Cosa vuol dire essere curdi nella Turchia di Erdogan

«Non sono un cretino. Non voterò “sì” al referendum. Come potrei? Sono curdo…» Naif vive a Diyarbakir, la capitale della regione curda nel Sud-est della Turchia, assediata dall’esercito di Ankara per oltre 90 giorni alla fine del 2015. A un anno e mezzo di distanza, il 16 aprile prossimo, Naif e altri ottanta milioni di turchi voteranno sulla riforma della Costituzione voluta dal Presidente, Recep Tayyp Erdoğan . Se vincerà il “sì” la Turchia diventerà una repubblica presidenziale e il Presidente avrà molti più poteri, come la scelta dei ministri di governo, il diritto di sciogliere il Parlamento e il controllo del sistema giudiziario. Se vincerà il “sì”, Erdoğan potrebbe rimanere al potere fino al 2029, passando così alla storia come il Sultano del terzo millennio.

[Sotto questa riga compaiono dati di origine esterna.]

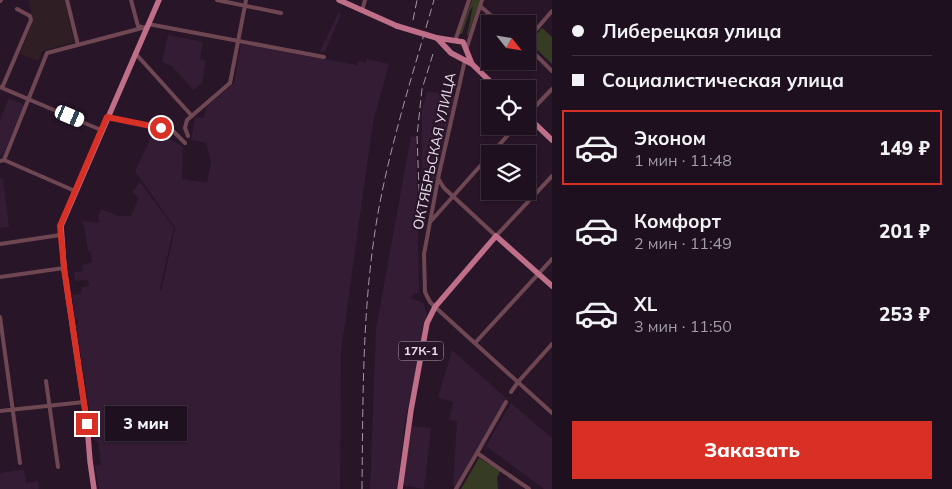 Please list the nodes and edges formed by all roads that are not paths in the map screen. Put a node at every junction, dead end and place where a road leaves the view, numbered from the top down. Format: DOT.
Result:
graph roads {
  1 [pos="67,0"];
  2 [pos="131,0"];
  3 [pos="159,0"];
  4 [pos="217,0"];
  5 [pos="339,0"];
  6 [pos="365,0"];
  7 [pos="469,0"];
  8 [pos="482,0"];
  9 [pos="245,3"];
  10 [pos="480,6"];
  11 [pos="16,9"];
  12 [pos="362,11"];
  13 [pos="552,11"];
  14 [pos="281,13"];
  15 [pos="490,15"];
  16 [pos="145,26"];
  17 [pos="536,30"];
  18 [pos="437,38"];
  19 [pos="454,41"];
  20 [pos="238,42"];
  21 [pos="78,45"];
  22 [pos="466,50"];
  23 [pos="135,53"];
  24 [pos="453,54"];
  25 [pos="536,55"];
  26 [pos="324,57"];
  27 [pos="465,61"];
  28 [pos="472,64"];
  29 [pos="552,70"];
  30 [pos="489,80"];
  31 [pos="1,88"];
  32 [pos="552,89"];
  33 [pos="29,99"];
  34 [pos="536,106"];
  35 [pos="192,116"];
  36 [pos="107,117"];
  37 [pos="536,123"];
  38 [pos="101,130"];
  39 [pos="508,135"];
  40 [pos="188,136"];
  41 [pos="552,140"];
  42 [pos="185,143"];
  43 [pos="498,145"];
  44 [pos="2,161"];
  45 [pos="481,164"];
  46 [pos="552,176"];
  47 [pos="439,180"];
  48 [pos="75,191"];
  49 [pos="453,196"];
  50 [pos="430,222"];
  51 [pos="60,236"];
  52 [pos="496,236"];
  53 [pos="0,244"];
  54 [pos="552,259"];
  55 [pos="64,268"];
  56 [pos="538,273"];
  57 [pos="0,277"];
  58 [pos="552,286"];
  59 [pos="435,307"];
  60 [pos="0,316"];
  61 [pos="475,343"];
  62 [pos="552,344"];
  63 [pos="2,349"];
  64 [pos="46,381"];
  65 [pos="518,382"];
  66 [pos="511,392"];
  67 [pos="84,402"];
  68 [pos="506,402"];
  69 [pos="49,405"];
  70 [pos="12,409"];
  71 [pos="0,411"];
  72 [pos="552,413"];
  73 [pos="477,453"];
  74 [pos="20,463"];
  75 [pos="58,467"];
  76 [pos="94,489"];
  77 [pos="400,489"];
  78 [pos="456,489"];
  79 [pos="529,489"];
  1 -- 21 [label="street"];
  2 -- 16 [label="street"];
  3 -- 16 [label="main road"];
  4 -- 9 [label="street"];
  5 -- 12 [label="main road"];
  6 -- 12 [label="street"];
  7 -- 19 [label="street"];
  8 -- 10 [label="street, ОКТЯБРЬСКАЯ УЛИЦА"];
  9 -- 14 [label="street"];
  9 -- 20 [label="street"];
  10 -- 15 [label="street"];
  10 -- 22 [label="street, ОКТЯБРЬСКАЯ УЛИЦА"];
  11 -- 31 [label="street"];
  12 -- 18 [label="main road, bridge"];
  13 -- 17 [label="street"];
  16 -- 20 [label="street"];
  16 -- 21 [label="street"];
  16 -- 23 [label="main road"];
  18 -- 19 [label="main road"];
  18 -- 24 [label="main road"];
  19 -- 22 [label="main road"];
  19 -- 24 [label="main road"];
  20 -- 26 [label="street"];
  20 -- 35 [label="street"];
  21 -- 33 [label="street"];
  22 -- 24 [label="main road"];
  22 -- 27 [label="street, ОКТЯБРЬСКАЯ УЛИЦА"];
  22 -- 28 [label="main road"];
  23 -- 35 [label="street"];
  23 -- 36 [label="main road"];
  24 -- 27 [label="main road"];
  25 -- 29 [label="street"];
  27 -- 28 [label="main road"];
  27 -- 47 [label="street, ОКТЯБРЬСКАЯ УЛИЦА"];
  28 -- 30 [label="main road"];
  31 -- 33 [label="street"];
  32 -- 34 [label="street"];
  33 -- 38 [label="street"];
  33 -- 44 [label="street"];
  35 -- 40 [label="street"];
  36 -- 38 [label="main road"];
  36 -- 42 [label="street"];
  37 -- 41 [label="main road"];
  38 -- 48 [label="main road"];
  39 -- 43 [label="street"];
  44 -- 48 [label="street"];
  45 -- 49 [label="street"];
  46 -- 52 [label="street"];
  47 -- 49 [label="street"];
  47 -- 50 [label="street, ОКТЯБРЬСКАЯ УЛИЦА"];
  48 -- 51 [label="main road"];
  49 -- 50 [label="street"];
  49 -- 52 [label="street"];
  50 -- 59 [label="street, ОКТЯБРЬСКАЯ УЛИЦА"];
  51 -- 53 [label="street"];
  51 -- 55 [label="main road"];
  52 -- 56 [label="main road"];
  52 -- 59 [label="main road, 17К-1"];
  54 -- 56 [label="street"];
  55 -- 57 [label="street"];
  55 -- 67 [label="main road"];
  56 -- 58 [label="main road"];
  56 -- 61 [label="street"];
  59 -- 61 [label="street"];
  59 -- 77 [label="main road, 17К-1"];
  60 -- 63 [label="street"];
  61 -- 65 [label="street"];
  62 -- 65 [label="street"];
  63 -- 70 [label="street"];
  64 -- 69 [label="street"];
  65 -- 66 [label="street"];
  65 -- 72 [label="street"];
  67 -- 69 [label="street"];
  67 -- 76 [label="main road"];
  68 -- 73 [label="street"];
  69 -- 70 [label="street"];
  69 -- 75 [label="street"];
  70 -- 71 [label="street"];
  70 -- 74 [label="street"];
  73 -- 78 [label="street"];
  73 -- 79 [label="street"];
}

Il referendum si terrà nel bel mezzo dello stato d’emergenza dichiarato subito dopo il tentato golpe del 15 luglio scorso e mai fatto decadere. La situazione eccezionale ha permesso alle autorità turche di arrestare giornalisti, avvocati, attivisti, politici e oppositori di qualsiasi natura. Human Rights Watch ha denunciato la chiusura di 169 organi di informazione e l’arresto di 148 giornalisti. Quindici università sono state chiuse e centinaia di professori hanno perso il lavoro o sono finiti in galera.

Turchia, quei curdi odiati dal “Sultano”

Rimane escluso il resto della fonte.